Many languages, such as Japanese, French, and Arabic, have idioms, but what are they? Simply put, an idiom is a group of words that has a meaning that can’t be deduced through logic.
Interestingly, an idiom’s meaning has been established by usage rather than entries in a dictionary. And so, if you were to look up the words one by one in a dictionary, you wouldn’t gain any clarity on the meaning of the sentence.
The English language has idioms for a wide range of phenomena. It even has one that fits the above situation, “ I searched the dictionary, but it didn’t shed any light on my confusion.”

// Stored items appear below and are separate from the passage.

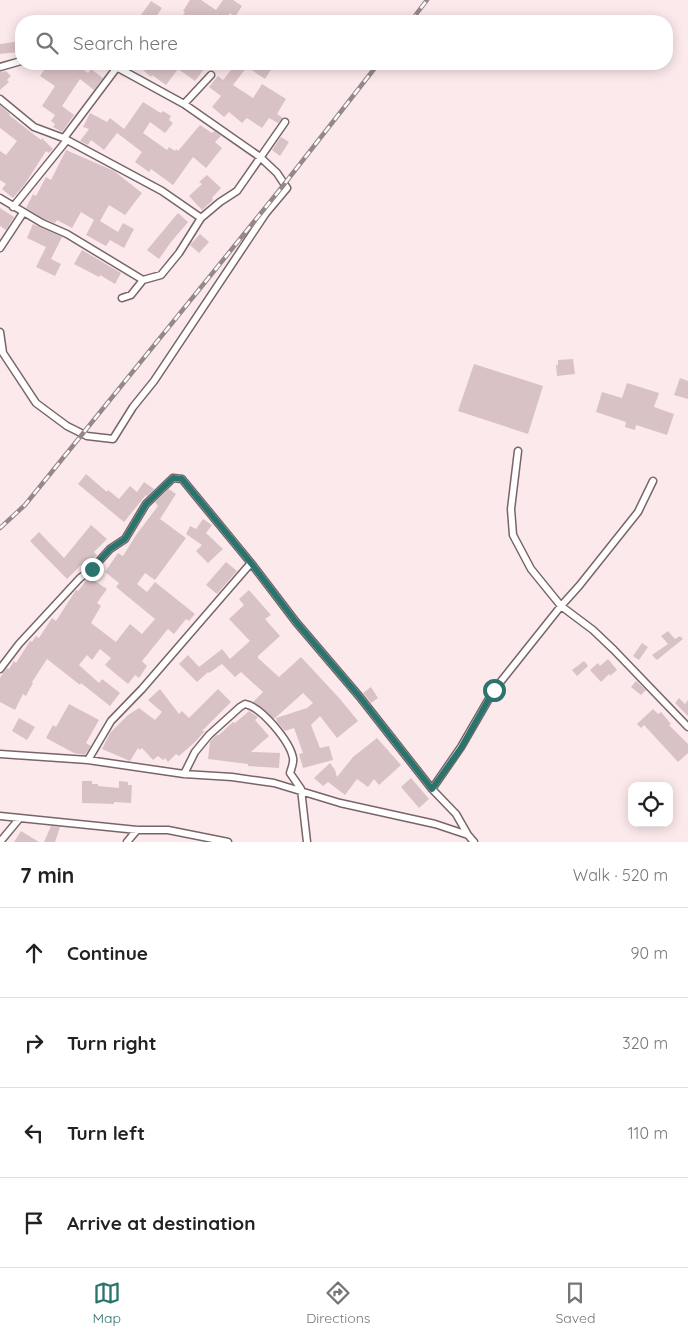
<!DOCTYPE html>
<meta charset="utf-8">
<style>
:root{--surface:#fff;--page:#f6f6f6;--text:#222;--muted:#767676;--line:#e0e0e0;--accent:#2b736d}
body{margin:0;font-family:Quicksand,sans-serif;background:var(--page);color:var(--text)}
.controls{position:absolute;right:15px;bottom:15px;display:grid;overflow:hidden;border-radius:10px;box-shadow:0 2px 12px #0003}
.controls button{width:45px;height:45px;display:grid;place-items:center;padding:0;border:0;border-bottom:1px solid var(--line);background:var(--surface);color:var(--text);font:25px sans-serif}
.stop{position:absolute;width:15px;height:15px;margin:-11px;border:4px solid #2b736d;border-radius:50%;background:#fff}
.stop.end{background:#2b736d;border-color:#fff;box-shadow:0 1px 5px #0008}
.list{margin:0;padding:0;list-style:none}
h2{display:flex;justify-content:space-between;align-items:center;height:65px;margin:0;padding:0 20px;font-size:21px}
h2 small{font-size:16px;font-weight:400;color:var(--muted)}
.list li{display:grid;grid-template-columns:32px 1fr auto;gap:15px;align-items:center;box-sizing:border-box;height:90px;padding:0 20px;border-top:1px solid var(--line)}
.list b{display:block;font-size:19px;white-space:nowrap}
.list em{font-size:16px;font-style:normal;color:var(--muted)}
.icon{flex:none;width:28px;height:28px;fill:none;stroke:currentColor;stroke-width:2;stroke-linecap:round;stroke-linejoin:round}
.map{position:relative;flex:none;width:688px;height:842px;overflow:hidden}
.search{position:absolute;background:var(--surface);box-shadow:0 2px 12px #0003;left:15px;right:15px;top:15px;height:55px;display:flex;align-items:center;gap:12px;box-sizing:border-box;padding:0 18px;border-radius:20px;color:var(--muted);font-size:19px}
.sheet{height:425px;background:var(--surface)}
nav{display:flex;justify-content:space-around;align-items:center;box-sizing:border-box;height:70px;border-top:1px solid var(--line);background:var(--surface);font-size:14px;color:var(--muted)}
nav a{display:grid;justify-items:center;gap:2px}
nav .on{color:var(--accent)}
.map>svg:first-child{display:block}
.building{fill:#d9c2c6}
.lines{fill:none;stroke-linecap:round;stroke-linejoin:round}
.minor-casing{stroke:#796568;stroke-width:9}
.minor{stroke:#fff;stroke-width:6}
.rail-casing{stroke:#96888a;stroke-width:4.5}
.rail{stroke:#fcfcfc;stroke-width:2.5;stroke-dasharray:8;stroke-linecap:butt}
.route{stroke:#2b736d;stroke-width:6}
</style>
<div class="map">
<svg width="688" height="842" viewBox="0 0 688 842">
<rect width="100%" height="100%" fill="#fce9ec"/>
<!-- building -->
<path class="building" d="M190,0h11l15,10 7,-10h10l9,6 -7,11 -5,-4 -5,8h-46l6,-9 -2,-1z
M151,1l11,7 -9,13h-3l-9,-6z
M21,41v10h-2v1l-19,2v-10z
M48,64h6l7,4 2,-4 9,3 3,-3 13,9 3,-4 12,9 -9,12 -14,-11 -18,27 12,9 -12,17 -9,-5 2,-3 -4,-3 4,-6 -13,-9 13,-20 -15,-10z
M136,64h60l8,5 -9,12 -17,-12 -12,16 -14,-10 -1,2z
M236,64h30l6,4 -7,11 -18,-12 -14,18 20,13 9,-14 24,15 -9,15 6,4 -5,5 -9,-5 -7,10 -15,-10 -5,5 -13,-11 -5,5 -12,-10 9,-11 -12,-9 9,-11 5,4z
M6,71l5,5 -4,4 2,2 -9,8v-18z
M143,102l16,10 2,1 2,-2 8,5 -2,4 4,3 -8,10 -15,-11 -7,11 24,17 2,-3 6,4 1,-2 2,2 22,-26 12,8 2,-2 7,5 -6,6 7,6 -16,20 -13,-11 -20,28 -22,-16 -2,3 -14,-10 7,-10 -25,-19 -13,17 -13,-10 -3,5 -8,-4 9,-12 -6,-2 7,-14 17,9 3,-4 14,11z
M0,105l10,9 -1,1 32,25 1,-2 11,11 -4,4 -3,-2 -21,33 -12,14 -11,-9 4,-5 -6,-4v-29l6,4 11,-14 -17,-13z
M281,137l8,5 -9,14 -8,-6z
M66,150l48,21 28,22 -17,22 -16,-10 -9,16 18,11 5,-9 11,6 -10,19 -14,-8 -4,6 -20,-11 8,-15 -13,-8 -9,16 -15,-8 -2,3 -11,-4 -18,-11 7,-14 3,2 10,-19 5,3z
M207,175l14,13 -9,10 1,2 -11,10 -13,-14 13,-12 -3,-2z
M0,208l14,9 -8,13 -6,-4z
M178,213l10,9 -17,20 -12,17 -12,-9z
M33,224l29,13 -11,22 10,5 -6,12 -19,-9 10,-20 -19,-9z
M200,234l9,8 -10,11 -9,-8z
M82,250l39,23 -6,11 -15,-9 -1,2 -25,-13z
M573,359l2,15 -18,2 -1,-11h2v-5z
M474,364l69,22 -15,48 -70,-23z
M680,378l8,3v18l-14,-4z
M627,383l32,10 -5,14 20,7 -7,21 -31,-10 -1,5 -10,-3 1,-5 -30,-10 6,-20 20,6z
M86,474l21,18 1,-2 11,9 11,-13 7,6 7,-10 10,7 -7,7 -1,-1 -22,27 -46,-38z
M169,489l7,5 -16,25 26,19 -31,42 -10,-7 -8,11 10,8 8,-10 40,32 -6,7 -3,-2 -12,15 -6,-5 -26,32 5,5 -8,12 -4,-3 -7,9 -23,-19 6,-7 -11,-9 -8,11 -5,-5 -8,10 20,18 3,-4 18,14 -10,13 -29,-23 -1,2 -33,-26 -15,23 1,1 -7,13 -3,-2 -8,16 -15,-8v-24l3,-5 4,-5 2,1 5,-8 2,2 14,-22 2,1 4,-6 3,2 13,-20 4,3 20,-31 2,1 11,-14 18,12 -10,14 4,3 -10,17 25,19 14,-18 12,10 13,-15 -39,-32 3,-4 -14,-11 13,-19 5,3 13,-21 22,-29 -3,-4z
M203,519l9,6 -6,8 17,16 -15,14 -12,-12 6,-6 -16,-11 4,-8 6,3z
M91,525l16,14 -13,13 3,3 -10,11 -2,2 -4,-3 -14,14 -37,-38 9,-9 25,26z
M226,562l11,9 -20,23 -11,-9z
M249,590l22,25 -6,4 15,17 -22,20v2l21,19 22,-20 39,42 18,22 -21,17 -17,-22 -9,9 9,23 9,-2 4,14 -30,8 -4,-14 4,-1 -9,-25 -9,3 -8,-9 -1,-4 31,-10 6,-5 -10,-10 -29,26 -12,-11 -9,-6 10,-10 -22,-20 -6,5 -13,-13 -13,9 -1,-1 -11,10 -18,-18 9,-9 11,12 23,-18 8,10 20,-18 -21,-22 15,-14 -5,-6z
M668,631l7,8 5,-3 3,3 -26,21 -5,-5 16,-11 -7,-8z
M642,643l6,4 -9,13 -6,-4z
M608,659l9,11 -7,6 -1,-2 -8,8 -11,-12 8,-7 2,3z
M584,661l4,5 -11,10 -5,-6z
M636,681l10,9 -5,5 -10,-8z
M371,687l7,11 -7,5 -8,-10z
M160,689l19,25 3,-3 7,7 29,-29 13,13 -29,29h3l-11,12 -15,13 -3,-2 -8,8 -3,-4 -2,2 -5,-4 -5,4 -11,-12 -2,2 -2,-2 -8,13 -28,-12 8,-16 18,-18 11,-7 16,12 7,-8 -14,-12z
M679,698l6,6 3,-4v16l-13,-13z
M69,704l30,16 -13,23 5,3 -6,9 -11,-2 -28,-15 7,-13 3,2z
M653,709l5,5 3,-2 10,12 -2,1 19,19v9l-10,9 -34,-37 -3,3 -4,-4z
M249,711l9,6 -3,3 14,16 -18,16 29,1 -1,15 -31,-2v-2l-40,-5 2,-17 4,-5 3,-2h2l14,-13 2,1z
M19,718l16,9 -8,13 -15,-9z
M377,738l24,27 -22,20 -5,-6 -6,8 -11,-8 -12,16 -17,-13 -5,4 -9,-8 16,-15 5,7 2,7 16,-20z
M411,778l18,21 -10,9 -18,-21z
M82,781h10v3h6v2l21,2v-7l9,1v3h4l-1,18 -17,-1v2l-32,-1z
M51,826l9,1 -5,15h-11z
M21,831l18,11h-25z"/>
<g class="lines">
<!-- minor casing -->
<g class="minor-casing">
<path id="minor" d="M0,67l21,-6
M0,99l34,28 32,12
M184,104l27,-29
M64,138l54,-72
M0,198l42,25 25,11 76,46 18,-5 18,-22 22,-35
M13,207l54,-67 95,51 39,27 19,-16 17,-11 48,-69
M0,248l23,-35
M122,298l9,-3 12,-15
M0,332l3,21 33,50 31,23 20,10 26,3 20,-32 21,-26 112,-168 21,-25 -10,-15 -17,-16 -76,-53 -73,-40
M518,451l-7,58 2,26 18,34 30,37 32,24 21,20 74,77
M0,669l19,-25 61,-66 12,-9 18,-20 15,-10 21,-35 27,-26 9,1 69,84 45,59 63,74 73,93 24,25 12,21 6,7
M0,754l88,6 96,14 48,3 42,6 66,20 95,21 33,11
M88,760l23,-39 31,-32 109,-126
M184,774l11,-22 14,-17 31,-28 5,-3c17,3 45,38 48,54 1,5 -2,11 -3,15l11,16 6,53
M432,789l29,-42 33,-57 67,-84 18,-20 59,-74 15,-31
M0,816l137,14h31l60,12
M0,842l19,-23
M127,842l10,-12"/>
</g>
<!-- minor -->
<use href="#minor" class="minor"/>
<!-- rail casing -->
<g class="rail-casing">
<path id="rail" d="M411,21l16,-21
M0,528l25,-23 257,-318 96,-123"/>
</g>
<!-- rail -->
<use href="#rail" class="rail"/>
</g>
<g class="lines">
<!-- route -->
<path class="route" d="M92,569l18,-20 15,-10 21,-35 27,-26 9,1 69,84 45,59 63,74 73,93 29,-41 33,-58"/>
</g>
</svg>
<div class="controls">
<button><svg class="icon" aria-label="locate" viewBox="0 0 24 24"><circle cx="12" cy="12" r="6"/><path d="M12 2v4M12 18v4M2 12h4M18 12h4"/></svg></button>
</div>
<div class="stop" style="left:494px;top:690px"></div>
<div class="stop end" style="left:92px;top:569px"></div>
<div class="search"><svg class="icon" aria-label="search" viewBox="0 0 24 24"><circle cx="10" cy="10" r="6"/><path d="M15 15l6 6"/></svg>Search here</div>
</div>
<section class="sheet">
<h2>7 min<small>Walk · 520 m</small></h2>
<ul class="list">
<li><svg class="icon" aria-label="ahead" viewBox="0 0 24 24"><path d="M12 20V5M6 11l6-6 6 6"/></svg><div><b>Continue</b></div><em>90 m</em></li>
<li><svg class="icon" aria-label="right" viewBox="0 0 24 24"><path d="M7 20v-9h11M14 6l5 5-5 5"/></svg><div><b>Turn right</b></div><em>320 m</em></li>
<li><svg class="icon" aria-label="left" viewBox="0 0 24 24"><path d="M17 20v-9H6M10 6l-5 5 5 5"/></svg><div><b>Turn left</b></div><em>110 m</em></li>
<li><svg class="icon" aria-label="arrive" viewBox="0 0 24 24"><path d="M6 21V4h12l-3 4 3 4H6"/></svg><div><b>Arrive at destination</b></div></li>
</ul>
</section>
<nav>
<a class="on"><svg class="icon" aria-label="map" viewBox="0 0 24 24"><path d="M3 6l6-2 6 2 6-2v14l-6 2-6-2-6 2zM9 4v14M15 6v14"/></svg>Map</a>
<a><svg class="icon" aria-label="directions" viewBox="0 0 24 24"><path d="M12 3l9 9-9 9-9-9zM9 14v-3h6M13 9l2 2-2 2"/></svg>Directions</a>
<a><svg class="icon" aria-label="saved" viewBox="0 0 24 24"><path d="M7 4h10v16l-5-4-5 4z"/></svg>Saved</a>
</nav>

Today’s lesson is about the idiom “seeing red.” A person who says “I see red” doesn’t literally see the color red, they’re angry.
The English language uses many idioms that invoke color imagery, like, “He has a green thumb”. These figures of speech are used because colors have a strong association with emotions within a culture. For example, among the Japanese, red symbolizes peace and prosperity, but among Americans, it’s the embodiment of rage.
Notably, the idiom “I see red,” was first used in 1901. However, there’s a dispute about its origin. Nonetheless, if you encounter a native English speaker saying “when I found out I was scammed, I saw red,” the speaker was angry.
Examples of the idiom “see red”
Talking to his demanding boss makes Mikazuki see red.
Tamara saw red after hearing his name.
Q1: Try and make your own sentence.
Q2: Are there certain things that make you see red?
Q3: Can you think of a moment when you saw red?